Then we initialise some error message variables, and token lists for our parentheses:
\begin{Verbatim}[numbers=left,xleftmargin=5mm,firstnumber=9]
\msg_new:nnnn { logictools } { quantnoglobaldeferror }{}{} 
% msg if global def for a quantifier went missing
\msg_new:nnnn { logictools } { quantneverdeferror }{}{} 
% msg if quant is never defined at all
\tl_new:N \l__formal_rparchar_tl % the right parenthesis used in formallogic
\tl_new:N \l__formal_lparchar_tl % the left parenthesis used in formallogic
\end{Verbatim}

Now we define all the keys for customisation, and initialise them: \fvset{numbers=left,xleftmargin=5mm,firstnumber=last}
\vspace{\topsep}
\begin{Verbatim}[numbers=left,xleftmargin=5mm,firstnumber=16,vspace=0pt]
\keys_define:nn {formal/options}
 {
\end{Verbatim}
\qquad\quad $\cdots$
\begin{Verbatim}[numbers=left,xleftmargin=5mm,firstnumber=50,vspace=0pt]
 }
\end{Verbatim}
\begin{Verbatim}[vspace=0pt]
\keys_set:nn {formal/options}
    {
    parstackkern,
    parinnerpad,
    italiccorrection,
    parvoffset,
    quantskip,
    lastquantskip,
    partype,
    scriptspace,
    }
\end{Verbatim}
\vspace{\topsep}
Now we set up some booleans:
\begin{Verbatim}
\bool_new:N \l__formal_rparpadreq_bool 
\bool_set_true:N \l__formal_rparpadreq_bool
\bool_new:N \l__formal_escaped_bool 
\bool_set_false:N \l__formal_escaped_bool
\end{Verbatim}
\verb|\l__formal_rparpadreq_bool| will tell us when a right parenthesis `)' needs extra padding (i.e. when it surrounds content); meanwhile, \verb|\l__formal_escaped_bool| can be queried to tell us if we are between two quotation marks. 

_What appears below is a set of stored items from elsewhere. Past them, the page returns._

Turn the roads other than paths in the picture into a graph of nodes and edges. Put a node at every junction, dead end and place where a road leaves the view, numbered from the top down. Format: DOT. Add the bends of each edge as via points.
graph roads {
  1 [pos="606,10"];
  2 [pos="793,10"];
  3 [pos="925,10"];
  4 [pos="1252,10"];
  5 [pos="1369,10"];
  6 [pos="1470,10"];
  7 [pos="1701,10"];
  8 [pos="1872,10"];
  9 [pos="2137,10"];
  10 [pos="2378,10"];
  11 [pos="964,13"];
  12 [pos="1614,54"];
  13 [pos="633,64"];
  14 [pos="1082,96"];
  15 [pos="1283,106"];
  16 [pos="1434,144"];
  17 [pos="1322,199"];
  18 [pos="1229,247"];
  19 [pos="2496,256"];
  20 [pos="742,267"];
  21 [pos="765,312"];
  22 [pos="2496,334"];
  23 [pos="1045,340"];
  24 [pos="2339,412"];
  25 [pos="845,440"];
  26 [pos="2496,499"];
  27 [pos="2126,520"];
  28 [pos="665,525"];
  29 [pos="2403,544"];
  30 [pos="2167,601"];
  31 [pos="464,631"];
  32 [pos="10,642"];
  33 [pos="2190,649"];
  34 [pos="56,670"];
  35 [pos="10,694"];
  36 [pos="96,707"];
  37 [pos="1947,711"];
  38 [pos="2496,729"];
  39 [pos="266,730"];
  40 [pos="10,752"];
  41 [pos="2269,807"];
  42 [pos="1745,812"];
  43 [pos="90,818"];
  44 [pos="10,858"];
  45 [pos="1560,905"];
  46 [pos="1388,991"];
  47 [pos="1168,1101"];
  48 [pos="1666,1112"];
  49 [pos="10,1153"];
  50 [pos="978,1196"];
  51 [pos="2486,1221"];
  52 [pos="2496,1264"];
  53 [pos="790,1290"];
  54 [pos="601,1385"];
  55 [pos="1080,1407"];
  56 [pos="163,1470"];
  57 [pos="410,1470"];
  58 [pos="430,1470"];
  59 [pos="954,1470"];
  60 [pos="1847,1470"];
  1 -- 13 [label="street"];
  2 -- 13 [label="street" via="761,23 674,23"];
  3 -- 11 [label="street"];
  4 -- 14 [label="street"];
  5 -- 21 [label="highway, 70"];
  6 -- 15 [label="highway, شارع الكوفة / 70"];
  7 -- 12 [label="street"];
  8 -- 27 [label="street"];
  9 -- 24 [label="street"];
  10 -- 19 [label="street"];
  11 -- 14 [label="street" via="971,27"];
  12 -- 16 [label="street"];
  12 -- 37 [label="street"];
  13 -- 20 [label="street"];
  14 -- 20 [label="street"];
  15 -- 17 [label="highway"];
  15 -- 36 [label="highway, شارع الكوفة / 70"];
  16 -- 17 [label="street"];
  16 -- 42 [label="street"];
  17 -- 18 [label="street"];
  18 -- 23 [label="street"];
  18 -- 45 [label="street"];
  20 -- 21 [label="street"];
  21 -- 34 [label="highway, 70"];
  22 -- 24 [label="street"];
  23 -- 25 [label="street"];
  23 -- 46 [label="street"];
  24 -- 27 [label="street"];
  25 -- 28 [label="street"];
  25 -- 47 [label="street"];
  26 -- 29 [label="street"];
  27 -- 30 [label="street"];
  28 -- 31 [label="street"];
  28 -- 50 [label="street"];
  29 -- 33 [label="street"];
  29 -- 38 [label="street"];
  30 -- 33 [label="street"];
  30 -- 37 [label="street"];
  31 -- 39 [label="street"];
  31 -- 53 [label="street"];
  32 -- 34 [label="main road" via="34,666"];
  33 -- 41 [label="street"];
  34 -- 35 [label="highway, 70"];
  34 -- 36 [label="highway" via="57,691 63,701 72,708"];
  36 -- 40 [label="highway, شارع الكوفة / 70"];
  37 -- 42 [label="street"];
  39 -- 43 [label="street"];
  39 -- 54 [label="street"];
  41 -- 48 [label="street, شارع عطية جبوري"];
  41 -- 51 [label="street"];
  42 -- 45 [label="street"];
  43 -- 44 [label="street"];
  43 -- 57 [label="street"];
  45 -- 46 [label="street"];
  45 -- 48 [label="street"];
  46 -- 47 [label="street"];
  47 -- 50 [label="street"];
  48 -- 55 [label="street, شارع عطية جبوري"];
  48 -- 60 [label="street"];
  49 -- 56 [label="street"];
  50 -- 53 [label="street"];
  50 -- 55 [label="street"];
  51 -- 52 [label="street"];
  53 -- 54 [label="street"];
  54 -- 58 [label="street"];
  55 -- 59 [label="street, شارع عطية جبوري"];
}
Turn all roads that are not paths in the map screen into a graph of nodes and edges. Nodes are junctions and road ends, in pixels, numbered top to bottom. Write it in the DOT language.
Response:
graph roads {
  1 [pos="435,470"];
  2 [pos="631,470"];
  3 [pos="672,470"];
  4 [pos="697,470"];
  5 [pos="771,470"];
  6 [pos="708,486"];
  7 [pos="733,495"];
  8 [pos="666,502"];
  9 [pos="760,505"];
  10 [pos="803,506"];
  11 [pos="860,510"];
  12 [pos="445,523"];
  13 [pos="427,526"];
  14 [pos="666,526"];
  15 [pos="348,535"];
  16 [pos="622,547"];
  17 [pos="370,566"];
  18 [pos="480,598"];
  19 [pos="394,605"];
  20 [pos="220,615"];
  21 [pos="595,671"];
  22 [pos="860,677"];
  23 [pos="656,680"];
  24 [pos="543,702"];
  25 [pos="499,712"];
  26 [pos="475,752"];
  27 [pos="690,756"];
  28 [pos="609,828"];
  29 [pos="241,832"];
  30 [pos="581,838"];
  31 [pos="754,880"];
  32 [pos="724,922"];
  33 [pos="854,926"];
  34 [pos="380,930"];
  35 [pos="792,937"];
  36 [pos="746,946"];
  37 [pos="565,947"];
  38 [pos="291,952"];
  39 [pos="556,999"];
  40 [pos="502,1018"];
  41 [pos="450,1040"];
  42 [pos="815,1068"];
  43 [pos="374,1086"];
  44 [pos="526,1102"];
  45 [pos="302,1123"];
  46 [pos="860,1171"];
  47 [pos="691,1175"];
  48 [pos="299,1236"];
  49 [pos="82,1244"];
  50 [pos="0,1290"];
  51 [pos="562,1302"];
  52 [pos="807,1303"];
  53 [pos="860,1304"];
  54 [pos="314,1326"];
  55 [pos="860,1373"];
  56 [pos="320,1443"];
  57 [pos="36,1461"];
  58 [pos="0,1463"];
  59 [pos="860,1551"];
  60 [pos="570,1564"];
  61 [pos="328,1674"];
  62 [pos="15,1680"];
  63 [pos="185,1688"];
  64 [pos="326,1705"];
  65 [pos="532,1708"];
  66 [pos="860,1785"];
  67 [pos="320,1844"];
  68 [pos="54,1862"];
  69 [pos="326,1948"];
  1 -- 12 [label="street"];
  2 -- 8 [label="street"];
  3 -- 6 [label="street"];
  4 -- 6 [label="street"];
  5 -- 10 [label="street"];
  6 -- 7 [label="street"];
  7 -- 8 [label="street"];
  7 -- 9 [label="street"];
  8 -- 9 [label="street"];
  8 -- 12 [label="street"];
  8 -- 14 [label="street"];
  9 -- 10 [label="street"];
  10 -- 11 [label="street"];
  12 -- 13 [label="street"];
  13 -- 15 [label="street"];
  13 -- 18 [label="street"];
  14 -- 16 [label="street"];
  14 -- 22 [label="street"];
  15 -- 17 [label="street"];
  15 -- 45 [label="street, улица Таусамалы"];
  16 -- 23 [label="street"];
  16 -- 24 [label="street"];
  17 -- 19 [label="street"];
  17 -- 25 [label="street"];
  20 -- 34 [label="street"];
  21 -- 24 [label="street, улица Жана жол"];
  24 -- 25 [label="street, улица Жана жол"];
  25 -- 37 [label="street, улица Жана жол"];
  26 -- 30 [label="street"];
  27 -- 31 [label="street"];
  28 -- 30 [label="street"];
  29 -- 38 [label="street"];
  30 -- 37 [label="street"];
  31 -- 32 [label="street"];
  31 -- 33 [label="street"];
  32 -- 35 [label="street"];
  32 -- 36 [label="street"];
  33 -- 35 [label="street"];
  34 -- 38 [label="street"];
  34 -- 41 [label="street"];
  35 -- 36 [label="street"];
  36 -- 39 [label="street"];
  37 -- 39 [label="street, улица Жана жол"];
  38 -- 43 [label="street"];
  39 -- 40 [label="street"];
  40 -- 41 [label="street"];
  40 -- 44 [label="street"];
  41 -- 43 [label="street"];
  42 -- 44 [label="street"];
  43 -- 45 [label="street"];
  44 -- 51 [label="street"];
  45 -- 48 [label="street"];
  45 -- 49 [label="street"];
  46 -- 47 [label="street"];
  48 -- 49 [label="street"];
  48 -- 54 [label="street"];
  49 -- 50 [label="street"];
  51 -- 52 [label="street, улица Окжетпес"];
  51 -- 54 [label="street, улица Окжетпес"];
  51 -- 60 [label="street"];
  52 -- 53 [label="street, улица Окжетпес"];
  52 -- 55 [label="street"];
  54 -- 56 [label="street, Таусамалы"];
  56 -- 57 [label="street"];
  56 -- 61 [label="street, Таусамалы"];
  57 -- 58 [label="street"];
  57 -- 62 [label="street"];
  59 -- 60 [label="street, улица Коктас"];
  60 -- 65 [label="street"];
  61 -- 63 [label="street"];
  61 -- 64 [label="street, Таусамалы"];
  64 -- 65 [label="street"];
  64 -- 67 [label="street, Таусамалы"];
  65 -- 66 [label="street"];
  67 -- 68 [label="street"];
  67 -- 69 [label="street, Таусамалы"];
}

\noindent Next, we define commands that will be used for the left and right parentheses:
\begin{Verbatim}
\box_new:N \l__formal_lpar_box % the box for parentheses
\box_new:N \l__formal_rpar_box

\cs_new_protected:Nn \__formal_llpar_char:
{
    \bool_if:NTF \l__formal_escaped_bool 
    {\use:c {__formal_original_(:}}
    {
        \box_use:N \l__formal_lpar_box 
        \peek_charcode:NF ( {\mskip \l__formal_parinnerpad_muskip}
    }
}

\cs_new_protected:Nn \__formal_rrpar_char:
{
    \bool_if:NTF \l__formal_escaped_bool
    {\use:c {__formal_original_):}}
    {
        \bool_if:NTF \l__formal_rparpadreq_bool 
        {\mskip \l__formal_parinnerpad_muskip 
        \mkern \l__formal_italiccorrection_muskip} 
        {}
        
        \box_use:N \l__formal_rpar_box
        \peek_charcode:NTF ) 
        {\bool_set_false:N \l__formal_rparpadreq_bool} 
        {\bool_set_true:N \l__formal_rparpadreq_bool}
    }
}
\end{Verbatim}
First, we use boxes here to take arbitrary typeset content. Eventually, we will be setting these to the correct parenthesis commands, with any extra spacing commands. Using boxes lets us skip executing these commands over and over, which saves some performance. 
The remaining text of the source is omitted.